VS Code Learn | Your first agent session in action

The video explains the different permission levels for running agents in VS Code, highlighting how users can control command approvals to balance automation and oversight, and introduces the concept of tool calls and the agent-first development approach. It also covers managing the AI model’s context window through token limits and the compact conversation feature to maintain performance during extended sessions.

In this video, the focus is on understanding the different permission levels available when running agents in VS Code, allowing users to control the agent’s autonomy. The presenter revisits a previous session where a command was executed in the terminal and explains how to view the terminals the agent uses. They introduce three approval levels for commands: default approvals, bypass approvals, and autopilot (in preview). Default approvals require manual permission for commands, bypass approvals auto-approve tool calls but still ask for clarifications, and autopilot auto-approves all calls and handles clarifications independently to complete tasks without user intervention.

The video also covers the granular control users have over command approvals. Users can allow commands based on prefixes or exact matches for the current session, workspace, or always. This flexibility helps streamline workflows by reducing repetitive approval prompts. The presenter demonstrates allowing a command and shows how the agent proceeds to write tests and perform other tasks automatically, emphasizing the balance between control and automation.

Next, the concept of tool calls is explained. The agent uses built-in tools to read, write, search, and perform web searches as part of its autonomous operation. While the agent typically decides which tools to use based on the task, users can manually invoke these tools through chat commands if desired. This highlights the agent-first development approach, where the agent figures out the necessary steps and tools to complete a task, reducing the need for explicit instructions from the user.

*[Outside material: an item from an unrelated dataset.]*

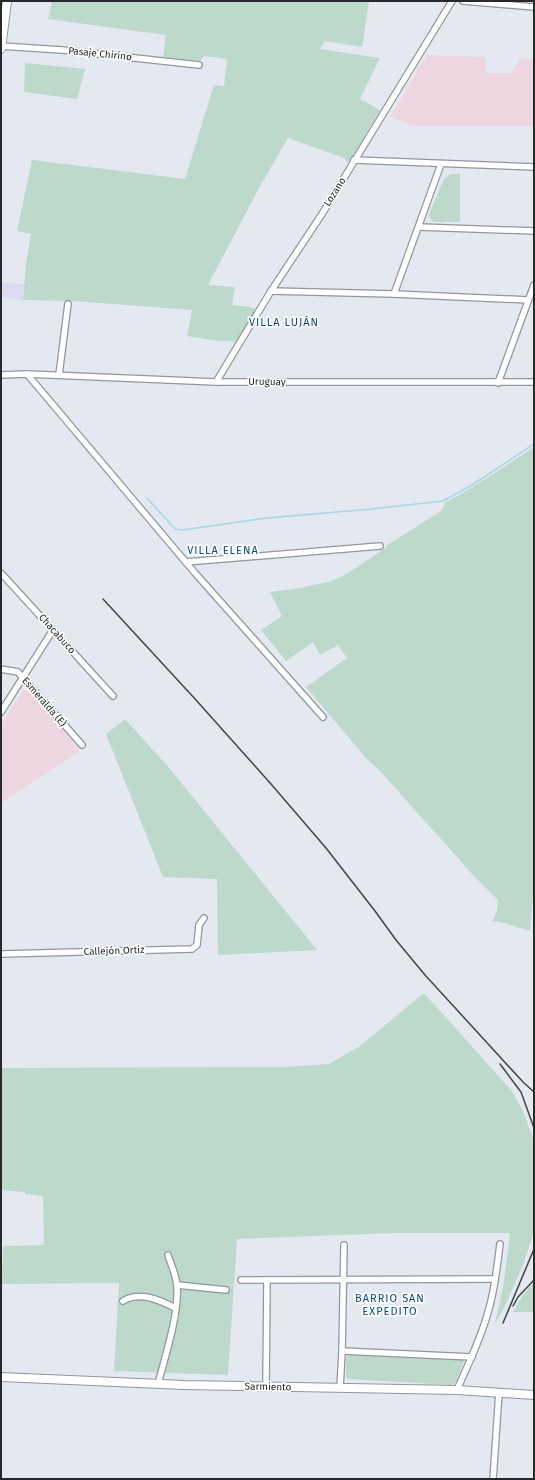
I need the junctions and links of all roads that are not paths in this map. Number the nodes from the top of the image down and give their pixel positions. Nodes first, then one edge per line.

A significant portion of the video is dedicated to explaining the context window, which represents the amount of information the AI model can retain during a session. The context window is measured in tokens, roughly equivalent to words, and has a limit (e.g., 200,000 tokens). The video breaks down the context window usage into system instructions, tool definitions, user context (messages and responses), and tool results (like terminal output). Managing this context is crucial because exceeding the limit can cause the model to forget earlier information, impacting performance.

To address context window limitations, the video introduces the compact conversation feature, which summarizes the chat history to retain only the most important details. This can be done manually or automatically by VS Code and GitHub Copilot to optimize context usage. The presenter notes that in the current session, most of the context window is used by system instructions, but as the session grows, manual compaction might become necessary. The video concludes by summarizing the key points covered and previews the next video, which will focus on reviewing agent-made changes and adjusting the work direction.